Eventually a number of people were arrested but they left behind a street
covered in chalk drawings of trees and flowers and a sense that the community
was not without concern for itself. -e
Score 9.5 out of 10
Brooklyn
Bridge March Against Police Brutality
(for more info see last month’s B’Tnua)
Police brutality in New York
is a serious issue. Many young visible
minority men have lost their lives at the hands of brutal and racist police
officers. Most recently an unarmed
Giuanian man named Amadou Diallo was shot by police. To protest these actions a march across the Brooklyn Bridge was
staged. We missed the march, but Mat
(our Gizbar) Rachel and I made it to the rally at Federal Plaza where the march
was to finish. Once everyone arrived, Amadou Diallo’s father, the former mayor
of New York David Dinkins, Al Sharpton and others spoke to the crowd. In many ways this was a more mainstream
protest than others had been as the focus was about how to work within the
system to create change, but it got a lot of people out to support a very
important cause. -ef
Score 7.5/10
Millions For
Mumia
This past Saturday, I headed
down to Philadelphia to join the Millions for Mumia (Abu-Jamal) protest for the
black panther, who was convicted of killing a white police officer and has been
on death row for sixteen years. There
is a lot of controversy about the case because there is a lot of evidence that
Mumia did not get a constitutional trial.

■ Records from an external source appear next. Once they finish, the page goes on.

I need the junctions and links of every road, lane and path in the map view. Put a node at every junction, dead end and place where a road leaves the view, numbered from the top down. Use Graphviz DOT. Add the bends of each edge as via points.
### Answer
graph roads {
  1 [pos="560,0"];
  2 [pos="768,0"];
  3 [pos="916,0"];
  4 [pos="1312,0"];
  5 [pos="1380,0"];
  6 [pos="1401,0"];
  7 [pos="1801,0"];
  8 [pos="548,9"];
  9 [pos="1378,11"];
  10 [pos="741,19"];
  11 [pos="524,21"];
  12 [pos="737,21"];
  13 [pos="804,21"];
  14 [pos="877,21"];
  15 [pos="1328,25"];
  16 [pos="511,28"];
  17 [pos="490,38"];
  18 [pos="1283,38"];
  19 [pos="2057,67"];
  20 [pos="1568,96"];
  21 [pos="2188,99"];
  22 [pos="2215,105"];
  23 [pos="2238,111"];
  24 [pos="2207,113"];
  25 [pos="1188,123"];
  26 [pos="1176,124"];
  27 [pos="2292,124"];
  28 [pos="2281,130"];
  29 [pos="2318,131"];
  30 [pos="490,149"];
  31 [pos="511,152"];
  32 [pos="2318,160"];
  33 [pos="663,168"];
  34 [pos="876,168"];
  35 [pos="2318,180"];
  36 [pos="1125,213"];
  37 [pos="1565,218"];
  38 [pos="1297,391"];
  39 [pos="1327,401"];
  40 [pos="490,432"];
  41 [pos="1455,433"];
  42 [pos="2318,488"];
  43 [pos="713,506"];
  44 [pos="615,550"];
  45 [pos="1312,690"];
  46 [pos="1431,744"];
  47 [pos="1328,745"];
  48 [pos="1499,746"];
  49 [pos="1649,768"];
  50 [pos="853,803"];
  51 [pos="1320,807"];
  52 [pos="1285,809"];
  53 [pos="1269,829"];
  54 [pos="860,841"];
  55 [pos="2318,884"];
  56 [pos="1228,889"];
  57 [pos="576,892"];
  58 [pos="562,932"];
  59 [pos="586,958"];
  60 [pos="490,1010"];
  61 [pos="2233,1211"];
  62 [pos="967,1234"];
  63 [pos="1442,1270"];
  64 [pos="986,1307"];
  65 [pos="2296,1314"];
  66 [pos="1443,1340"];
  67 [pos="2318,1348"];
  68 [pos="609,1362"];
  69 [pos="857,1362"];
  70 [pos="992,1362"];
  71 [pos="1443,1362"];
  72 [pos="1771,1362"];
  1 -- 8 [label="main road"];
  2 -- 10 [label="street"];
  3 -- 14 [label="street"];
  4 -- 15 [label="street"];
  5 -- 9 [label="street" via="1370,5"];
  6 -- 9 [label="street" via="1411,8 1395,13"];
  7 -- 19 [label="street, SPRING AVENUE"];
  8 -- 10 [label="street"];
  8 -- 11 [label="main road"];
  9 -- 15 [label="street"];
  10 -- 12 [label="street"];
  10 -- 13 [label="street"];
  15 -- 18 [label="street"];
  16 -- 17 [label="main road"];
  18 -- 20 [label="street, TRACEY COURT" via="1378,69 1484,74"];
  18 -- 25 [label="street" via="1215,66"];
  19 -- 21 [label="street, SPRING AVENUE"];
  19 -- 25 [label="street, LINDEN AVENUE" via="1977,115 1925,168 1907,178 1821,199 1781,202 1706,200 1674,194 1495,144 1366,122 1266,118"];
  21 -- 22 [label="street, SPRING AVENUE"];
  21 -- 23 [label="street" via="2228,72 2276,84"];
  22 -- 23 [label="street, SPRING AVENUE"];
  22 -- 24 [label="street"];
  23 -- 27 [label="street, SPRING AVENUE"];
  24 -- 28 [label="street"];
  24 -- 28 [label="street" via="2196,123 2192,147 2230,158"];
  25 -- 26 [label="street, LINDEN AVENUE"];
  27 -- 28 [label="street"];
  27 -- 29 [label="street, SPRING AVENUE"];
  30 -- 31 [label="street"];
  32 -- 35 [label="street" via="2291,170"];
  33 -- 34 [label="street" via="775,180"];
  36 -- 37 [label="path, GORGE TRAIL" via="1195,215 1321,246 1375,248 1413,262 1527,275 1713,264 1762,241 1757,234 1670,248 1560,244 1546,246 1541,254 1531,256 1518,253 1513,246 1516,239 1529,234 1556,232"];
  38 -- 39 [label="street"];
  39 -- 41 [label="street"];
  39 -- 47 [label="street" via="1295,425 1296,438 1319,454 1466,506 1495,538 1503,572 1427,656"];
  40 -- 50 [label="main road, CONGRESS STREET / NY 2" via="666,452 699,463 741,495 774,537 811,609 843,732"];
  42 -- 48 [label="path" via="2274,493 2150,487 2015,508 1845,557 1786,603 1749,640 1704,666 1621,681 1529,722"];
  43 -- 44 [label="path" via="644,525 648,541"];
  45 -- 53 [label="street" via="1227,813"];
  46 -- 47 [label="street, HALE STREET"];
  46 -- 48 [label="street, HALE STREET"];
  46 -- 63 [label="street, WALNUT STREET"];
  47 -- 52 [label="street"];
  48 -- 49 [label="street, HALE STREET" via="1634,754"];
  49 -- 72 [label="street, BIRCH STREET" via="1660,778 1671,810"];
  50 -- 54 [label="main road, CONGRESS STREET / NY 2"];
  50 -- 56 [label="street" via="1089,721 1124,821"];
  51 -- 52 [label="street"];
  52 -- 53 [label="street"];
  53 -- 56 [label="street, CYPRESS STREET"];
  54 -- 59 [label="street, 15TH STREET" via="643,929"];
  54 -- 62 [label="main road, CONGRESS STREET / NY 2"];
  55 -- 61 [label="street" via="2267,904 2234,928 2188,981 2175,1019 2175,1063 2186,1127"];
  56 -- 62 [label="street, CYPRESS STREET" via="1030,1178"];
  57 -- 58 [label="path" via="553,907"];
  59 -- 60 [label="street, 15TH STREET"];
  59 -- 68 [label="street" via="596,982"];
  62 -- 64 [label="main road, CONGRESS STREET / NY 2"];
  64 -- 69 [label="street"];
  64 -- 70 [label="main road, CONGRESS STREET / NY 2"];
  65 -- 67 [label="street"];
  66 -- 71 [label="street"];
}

He has also become a symbol for the anti-death penalty movement to
organize around. We spent the sunny
Saturday outside city hall, first spending a couple of hours listening to many
speakers and talking to the thousands of activists who were there passing out
literature and having great radical conversations. We ran into a lot of Habonim ma’apilim (workshop 47 was
especially well represented) as well as other college aged friends living on
the East Coast. After the opening rally
we marched around the downtown area for about two hours, cheering and chanting
in unison with the other Mumia supporters. It was great to feel and see so many
different kinds of people and radical causes being represented in one place,
from around the country (and Canada!). At
the end of the day we were happy and exhausted. Some of the speeches had left a bit to be desired, but a good
time was had by all.
DLF
Hokey-Pokey Dance Protest
In the 1920s a cabaret law
was established in New York which stated that dancing was only allowed in
places with a cabaret license. Recently
the Mayor of New York brought this law back out of obscurity and started
closing down public places where people are found dancing unlicensed. Really.
Just like Footloose. The newly founded DLF (Dance Liberation
Front) is opposed to this and so organized a protest dance. Everyone met in downtown New York dressed in
wacky costumes and did a conga–line dance to city hall where we all created the
largest hokey-pokey circle ever. The organizers
(one dressed like a space-aged mouse in pink platform boots) spoke about the
freedom to move and the ridiculousness
of defining what is dance as well as about the racist origins of the law. They then presented a list of demand
including one requiring that every employee of the city of New York take a 4PM
dance break. -ef
Score 7/10
Take Back the Night
I went to the recent Take
Back The Night rally Barnard and Columbia on the Upper West Side. I marched with about 1500 other women
through the streets chanting “whatever we wear, wherever we go, yes means yes
and no means no” and other such raucous cheers and then we met up with a whole
bunch of sympathetic men who had been at a men’s meeting talking about their
feelings and experiences with sexual violence. We all marched together to a big
lawn where a mic was set up for a speak out.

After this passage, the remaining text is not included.